Samuel Beckett, Happy Days

Happy DaysHappy Days by Samuel Beckett

My rating: 3 of 5 stars

Fascinating but not my favorite. Evidently Beckett regarded Winnie as a kind of earth mother spirit, indomitable, and I do find some patronizing piety or maybe just pity here, a refusal of the corrosive irony Beckett’s male heroes have to endure in the midst of their own eschatological travails. The idea of the setting as a kind of post-apocalyptic degraded vacation-destination beach where the blazing bleaching sun never sets is wonderful, as is the whole mystery of the play’s circumstance, literal explanation of which would be unnecessary and, ultimately, trivializing.
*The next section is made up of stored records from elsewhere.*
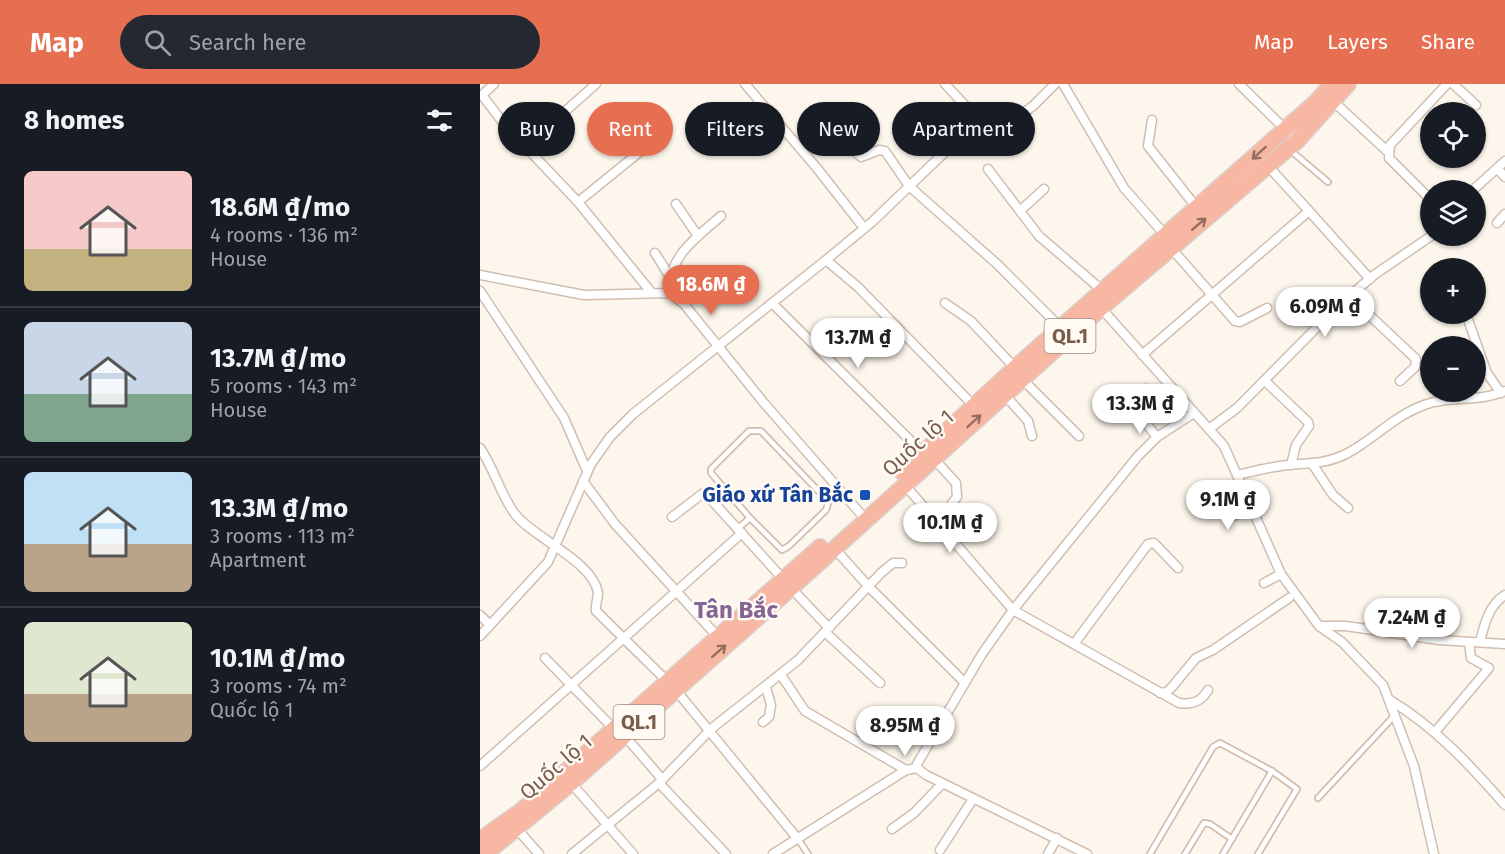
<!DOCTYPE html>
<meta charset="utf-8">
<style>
:root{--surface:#171b24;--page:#242831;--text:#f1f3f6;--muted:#9ea1a6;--line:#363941;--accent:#e76f51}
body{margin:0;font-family:"Fira Sans",sans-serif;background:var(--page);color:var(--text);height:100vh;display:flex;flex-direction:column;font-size:22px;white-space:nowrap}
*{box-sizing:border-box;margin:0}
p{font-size:20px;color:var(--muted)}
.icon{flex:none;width:33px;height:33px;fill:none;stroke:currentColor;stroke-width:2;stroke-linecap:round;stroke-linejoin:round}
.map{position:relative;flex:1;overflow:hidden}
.side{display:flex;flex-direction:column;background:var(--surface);width:480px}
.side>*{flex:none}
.hud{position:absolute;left:18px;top:18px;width:570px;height:54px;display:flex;gap:12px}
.controls{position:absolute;left:940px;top:18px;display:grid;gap:12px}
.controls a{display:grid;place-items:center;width:66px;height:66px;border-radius:50%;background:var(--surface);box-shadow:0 2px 4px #0004;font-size:30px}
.price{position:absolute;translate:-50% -51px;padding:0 14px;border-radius:21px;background:#fff;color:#222;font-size:20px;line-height:39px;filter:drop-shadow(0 2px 3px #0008)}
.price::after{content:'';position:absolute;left:50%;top:36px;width:18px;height:14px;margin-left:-9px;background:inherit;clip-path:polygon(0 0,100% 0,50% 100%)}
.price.on{background:var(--accent);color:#fff}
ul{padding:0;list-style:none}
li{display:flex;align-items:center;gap:18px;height:150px;padding:0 24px}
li+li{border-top:2px solid var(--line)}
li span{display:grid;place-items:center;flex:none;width:168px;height:120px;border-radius:9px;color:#555}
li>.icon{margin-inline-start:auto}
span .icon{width:72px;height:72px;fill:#fffc;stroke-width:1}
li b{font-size:26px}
h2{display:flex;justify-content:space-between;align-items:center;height:72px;padding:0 24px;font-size:26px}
.chip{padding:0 21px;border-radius:27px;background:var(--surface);box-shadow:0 2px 4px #0004;font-size:21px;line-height:54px}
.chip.on{background:var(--accent);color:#fff}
header{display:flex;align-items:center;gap:36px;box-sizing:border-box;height:84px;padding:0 30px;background:var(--accent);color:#fff}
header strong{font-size:28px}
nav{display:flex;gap:33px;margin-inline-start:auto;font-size:21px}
.search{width:420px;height:54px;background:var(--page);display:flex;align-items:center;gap:15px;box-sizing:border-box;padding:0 21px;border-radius:33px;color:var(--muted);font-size:22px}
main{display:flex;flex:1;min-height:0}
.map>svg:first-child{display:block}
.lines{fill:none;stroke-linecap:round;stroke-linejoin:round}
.lane-casing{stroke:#d1beb0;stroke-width:8}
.street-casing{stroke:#d1beb0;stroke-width:11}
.highway-casing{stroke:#dad1cd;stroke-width:18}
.lane{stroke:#fff;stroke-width:4.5}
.street{stroke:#fff;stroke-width:8}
.highway{stroke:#f7b7a3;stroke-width:15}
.oneway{stroke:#936e5e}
.transit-dot{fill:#1a4fb4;stroke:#fffaf3;stroke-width:2}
.labels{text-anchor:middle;stroke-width:5;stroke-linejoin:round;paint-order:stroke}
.shield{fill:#fffaf3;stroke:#a28b7f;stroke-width:1.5}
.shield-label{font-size:20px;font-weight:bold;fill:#7a5c4d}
.street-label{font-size:21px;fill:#7a5c4d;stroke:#fffaf3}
.transit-label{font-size:21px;font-weight:bold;fill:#164399;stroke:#fffaf3;text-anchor:end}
.quarter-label{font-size:24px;font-weight:bold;fill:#846695;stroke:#fffaf3}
</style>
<header>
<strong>Map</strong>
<div class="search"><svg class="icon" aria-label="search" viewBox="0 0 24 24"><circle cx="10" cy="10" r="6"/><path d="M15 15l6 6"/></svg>Search here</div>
<nav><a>Map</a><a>Layers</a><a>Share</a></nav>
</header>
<main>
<section class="side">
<h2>8 homes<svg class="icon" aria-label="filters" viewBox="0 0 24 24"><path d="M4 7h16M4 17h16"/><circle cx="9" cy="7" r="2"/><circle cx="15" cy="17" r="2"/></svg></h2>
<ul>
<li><span style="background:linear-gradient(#f6c9c9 65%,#c2b280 0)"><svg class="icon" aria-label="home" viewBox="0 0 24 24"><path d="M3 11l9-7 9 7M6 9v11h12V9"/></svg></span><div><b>18.6M ₫/mo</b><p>4 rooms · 136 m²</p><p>House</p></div></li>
<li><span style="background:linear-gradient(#c9d6e8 60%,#7fa58c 0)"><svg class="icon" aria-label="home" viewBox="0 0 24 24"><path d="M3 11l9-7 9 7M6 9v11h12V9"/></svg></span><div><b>13.7M ₫/mo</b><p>5 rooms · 143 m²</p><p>House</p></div></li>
<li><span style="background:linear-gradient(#bfe0f5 60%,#b9a48a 0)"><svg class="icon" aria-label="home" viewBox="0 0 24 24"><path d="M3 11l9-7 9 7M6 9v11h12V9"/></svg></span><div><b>13.3M ₫/mo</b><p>3 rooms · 113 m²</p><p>Apartment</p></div></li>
<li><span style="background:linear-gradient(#dfe7d0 60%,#b9a48a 0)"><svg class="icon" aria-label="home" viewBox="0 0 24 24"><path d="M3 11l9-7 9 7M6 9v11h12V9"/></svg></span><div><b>10.1M ₫/mo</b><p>3 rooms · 74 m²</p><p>Quốc lộ 1</p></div></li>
</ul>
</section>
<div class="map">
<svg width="1025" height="770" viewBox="0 0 1025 770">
<rect width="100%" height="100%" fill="#fdf6ec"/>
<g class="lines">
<g class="lane-casing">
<g id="lane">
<polyline points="810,66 848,98"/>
<polyline points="257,445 270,434 302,466 309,462 346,426 348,420 345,414 281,347 269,347 231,385 231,389 270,434"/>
<polyline points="838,714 914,632"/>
<polyline points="318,755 328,770"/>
<polyline points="670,770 733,663 740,659 792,687 817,705 778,770"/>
<polyline points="705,770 724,739 730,740 752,755"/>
<polyline points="743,770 792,687"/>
</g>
</g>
<g class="street-casing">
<g id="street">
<polyline points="14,0 2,11 24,40 98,118 171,208"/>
<polyline points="265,0 336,83 384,144"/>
<polyline points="465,0 512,50"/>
<polyline points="583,0 644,104 686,152"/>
<polyline points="759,0 808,48"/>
<polyline points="973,0 996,21"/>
<polyline points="854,18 907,67"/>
<polyline points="672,36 668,62 717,124"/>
<polyline points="46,62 116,0"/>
<polyline points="371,64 381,73 399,66 405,67 429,102 517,180 581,244"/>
<polyline points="1017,84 1025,93"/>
<polyline points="508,85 559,152 623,207"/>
<polyline points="993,106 1025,77"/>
<polyline points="951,116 909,74 910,61 967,0"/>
<polyline points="98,118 172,58"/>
<polyline points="196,120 218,152"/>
<polyline points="541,126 564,105"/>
<polyline points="829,127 890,195"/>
<polyline points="1017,139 1025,130"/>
<polyline points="691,164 755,237 760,238 787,224"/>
<polyline points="175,169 190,193"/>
<polyline points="346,176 378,203 493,321"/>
<polyline points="966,183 967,184"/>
<polyline points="0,191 104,211 190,209 204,220 284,319 380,429"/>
<polyline points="0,207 84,334 107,387"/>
<path d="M190 209C187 173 216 154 241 132"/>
<polyline points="869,212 936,275 935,283 920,297"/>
<polyline points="465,219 491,237 535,284"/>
<polyline points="293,220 443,369"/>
<polyline points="621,224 744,362 801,490 839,542 862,558 903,601 934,682 954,770"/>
<polyline points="986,230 1007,289 1021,309"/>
<polyline points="662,271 829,127 788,82"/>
<polyline points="542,295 599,352"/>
<polyline points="785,297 828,338 829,342 816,361 811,381"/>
<polyline points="666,305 659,317 658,330 677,353"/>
<polyline points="524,310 548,337 552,352"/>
<polyline points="729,345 757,324 857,223 894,191 951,152"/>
<path d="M0 364C14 384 20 410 35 430 52 453 114 478 118 509 118 515 115 521 116 527L187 597"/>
<polyline points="453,374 476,399 477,413 472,419"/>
<polyline points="833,381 853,411 868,424"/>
<path d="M757 391C774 387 790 383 807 381 828 379 846 380 866 370 893 356 914 332 944 321 970 311 998 319 1025 307"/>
<polyline points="103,397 135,440 237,552"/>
<path d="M424 400 533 526 699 619C712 621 721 618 728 606"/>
<polyline points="728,419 749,434 772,423"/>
<polyline points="192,433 222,410 226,410 303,495"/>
<polyline points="354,464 390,504 485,599"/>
<polyline points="784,499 801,490"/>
<polyline points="311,504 349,544"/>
<polyline points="0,531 10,541"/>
<polyline points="840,542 866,542 959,556 1025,560"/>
<polyline points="345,548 400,599"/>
<polyline points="0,552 68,478 111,380 130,353 153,330 346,176 392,138 466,67 512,50 526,41 553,22 575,0"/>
<path d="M1000 558C1004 541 1009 521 1025 511"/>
<polyline points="594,560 668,460 674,459 698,484"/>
<polyline points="65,574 134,645"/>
<polyline points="301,591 325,627 426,686"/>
<polyline points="195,605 317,754"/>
<polyline points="680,609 687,608 692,603 716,574 733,566 809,514"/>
<path d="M910 616C956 644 990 681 1025 721"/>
<polyline points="283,638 289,633 291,621 286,603"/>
<polyline points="955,648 1009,584 991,574 989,558"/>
<polyline points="144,651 182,695"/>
<polyline points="0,682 262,449"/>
<polyline points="91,699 153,770"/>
<polyline points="179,699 246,770"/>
<polyline points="37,745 59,770"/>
<polyline points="412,745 434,729 462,700"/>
<polyline points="460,766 493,715"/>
<polyline points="92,770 179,699 231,645 318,576 401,489 413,479 422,479"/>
<polyline points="293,770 426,686 437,684"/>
<polyline points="568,770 577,754"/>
<polyline points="607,770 446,691 437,684 437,680 502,570 533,526 658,372 677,353 714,329"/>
</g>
</g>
<g class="highway-casing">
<g id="highway">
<polyline points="422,388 535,284 836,18 852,0"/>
<polyline points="0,756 41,727 340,463"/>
<polyline points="5,770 91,699 311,504 621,224 817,57 868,0"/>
</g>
</g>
<use href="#lane" class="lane"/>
<use href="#street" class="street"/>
<use href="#highway" class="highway"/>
</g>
<defs><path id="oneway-shaft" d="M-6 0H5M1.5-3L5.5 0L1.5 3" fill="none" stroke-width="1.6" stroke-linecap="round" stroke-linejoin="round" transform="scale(1.5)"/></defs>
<g class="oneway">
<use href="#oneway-shaft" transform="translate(779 69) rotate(138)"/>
<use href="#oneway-shaft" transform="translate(719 140) rotate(-40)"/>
<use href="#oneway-shaft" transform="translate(494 337) rotate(-42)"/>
<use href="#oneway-shaft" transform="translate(239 567) rotate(-41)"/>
</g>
<rect class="transit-dot" x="379" y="405" width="12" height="12" rx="3"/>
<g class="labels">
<g class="shield">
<rect x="564.5" y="235" width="51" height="34" rx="4.5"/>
<rect x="133.5" y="621" width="51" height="34" rx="4.5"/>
</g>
<g class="shield-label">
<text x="590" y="259">QL.1</text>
<text x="159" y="645">QL.1</text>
</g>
<g class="street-label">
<text transform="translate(438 359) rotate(-42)" y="7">Quốc lộ 1</text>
<text transform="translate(76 683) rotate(-41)" y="7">Quốc lộ 1</text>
</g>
<g class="transit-label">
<text x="373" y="418">Giáo xứ Tân Bắc</text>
</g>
<g class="quarter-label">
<text x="256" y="534">Tân Bắc</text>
</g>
</g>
</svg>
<div class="controls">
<a><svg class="icon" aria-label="locate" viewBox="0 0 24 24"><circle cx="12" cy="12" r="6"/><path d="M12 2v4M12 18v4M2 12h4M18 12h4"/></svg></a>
<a><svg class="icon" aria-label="layers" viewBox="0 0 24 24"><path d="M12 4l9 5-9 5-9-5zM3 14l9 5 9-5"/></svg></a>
<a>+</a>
<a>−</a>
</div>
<b class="price on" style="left:231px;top:232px">18.6M ₫</b>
<b class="price" style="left:845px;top:254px">6.09M ₫</b>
<b class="price" style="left:378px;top:285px">13.7M ₫</b>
<b class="price" style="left:660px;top:351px">13.3M ₫</b>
<b class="price" style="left:748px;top:447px">9.1M ₫</b>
<b class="price" style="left:470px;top:470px">10.1M ₫</b>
<b class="price" style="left:932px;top:565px">7.24M ₫</b>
<b class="price" style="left:425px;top:673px">8.95M ₫</b>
<div class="hud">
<a class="chip">Buy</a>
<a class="chip on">Rent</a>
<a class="chip">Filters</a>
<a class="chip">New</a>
<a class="chip">Apartment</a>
</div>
</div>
</main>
I love the way Beckett’s plays have an uncircumscribed reference, so that they are about aging, illness, depression, war, apocalypse, all at once, without having to be bound to some explicitly announced social issue (e.g., fear of nuclear war). But Winnie lacks the weird negative charisma with which Beckett usually invests his protagonists, at least as I see it; she is too much the victim, too little complicit in her own situation. Unless we are to take her purgatorial state in the sand as a Dantean punishment for her ostensibly naive good-natured and somewhat dim-witted stoicism or even for her half-repressed eroticism; but Beckett’s simply making fun of her would be more intolerable than his unironically sentimentalizing her. Perhaps the master of the wryly self-lacerating male monologue just cannot attain the same emotional complexity when attempting to portray a figure of mature female sexuality, for reasons best left to the psychoanalytic critics. As an image, Winnie in the sand is striking, unforgettable; but as a narrative, I find it thin.